Ben wel benieuwd naar je oefeningen. Fijn dat je voet weer goed gaat.
Groetjes,
Dorothé
Hai jacolien,
Heb je misschien tijdens een veterstrikpauze je klokje even op stop gezet?
Mooi dat je weer aan het lopen bent en dat het goed voelt. Ik heb zaterdag nog in Bremen een marathon in een park met 1125 Hm gelopen en zondag nog een bij Dfw runners. En tijdens en na afloop nergens last van. Hoop dat mijn liesblessure nu echt op zijn retour is.

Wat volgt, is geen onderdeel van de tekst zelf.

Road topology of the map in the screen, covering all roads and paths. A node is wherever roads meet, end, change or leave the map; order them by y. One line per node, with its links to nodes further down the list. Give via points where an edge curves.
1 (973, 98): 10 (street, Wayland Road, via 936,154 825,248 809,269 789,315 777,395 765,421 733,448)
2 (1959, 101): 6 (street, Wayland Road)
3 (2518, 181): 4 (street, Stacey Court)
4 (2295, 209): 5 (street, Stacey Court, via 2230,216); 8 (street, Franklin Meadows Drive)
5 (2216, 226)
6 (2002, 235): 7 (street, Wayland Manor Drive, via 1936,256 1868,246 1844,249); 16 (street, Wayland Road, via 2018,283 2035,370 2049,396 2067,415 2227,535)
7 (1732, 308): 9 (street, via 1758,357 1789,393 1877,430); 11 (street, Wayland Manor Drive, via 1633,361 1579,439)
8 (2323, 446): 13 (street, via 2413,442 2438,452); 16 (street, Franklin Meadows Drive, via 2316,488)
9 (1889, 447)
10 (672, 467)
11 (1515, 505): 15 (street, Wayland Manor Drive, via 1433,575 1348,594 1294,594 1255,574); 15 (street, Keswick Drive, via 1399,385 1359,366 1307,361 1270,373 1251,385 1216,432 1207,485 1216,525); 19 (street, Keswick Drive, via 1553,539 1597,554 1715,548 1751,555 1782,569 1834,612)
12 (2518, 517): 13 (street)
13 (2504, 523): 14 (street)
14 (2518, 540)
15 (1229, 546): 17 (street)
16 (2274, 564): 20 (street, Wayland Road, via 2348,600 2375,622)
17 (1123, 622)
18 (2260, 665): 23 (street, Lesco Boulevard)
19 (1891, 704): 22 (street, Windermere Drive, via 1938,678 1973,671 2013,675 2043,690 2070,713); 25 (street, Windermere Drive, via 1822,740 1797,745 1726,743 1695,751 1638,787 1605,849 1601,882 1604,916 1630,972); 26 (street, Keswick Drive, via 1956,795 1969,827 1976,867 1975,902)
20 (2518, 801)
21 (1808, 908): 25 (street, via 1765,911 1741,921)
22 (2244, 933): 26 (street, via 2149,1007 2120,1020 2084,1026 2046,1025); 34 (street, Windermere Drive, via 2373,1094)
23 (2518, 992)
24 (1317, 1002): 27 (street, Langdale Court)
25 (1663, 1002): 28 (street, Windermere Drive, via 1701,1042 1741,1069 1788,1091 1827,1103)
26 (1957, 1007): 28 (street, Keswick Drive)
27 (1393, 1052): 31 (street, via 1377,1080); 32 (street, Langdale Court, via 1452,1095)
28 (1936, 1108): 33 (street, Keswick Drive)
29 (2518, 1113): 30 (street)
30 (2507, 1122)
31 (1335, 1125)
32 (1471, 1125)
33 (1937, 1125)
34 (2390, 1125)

Vr. groeten en hopen dat het goed mag blijven gaan met jou,
Bennie
Haha, grappenmaker. Denk je dat ik meer dan 3 minuten nodig heb om mijn veters te strikken? En dat in een 10km-wedstrijdje? En dan heeft die Johan Neve over wie ik het heb (en die de 5km in 17 minuten afraffelde) zeker 42 minuten nodig gehad om z’n veters te strikken?
Nee, de organisatie heeft het boetekleed aangetrokken: verkeerde chips op verkeerde startnummers geplakt…
Mooi dat het goed lijkt te gaan met je lies. Hoop verder ook alles goed met je!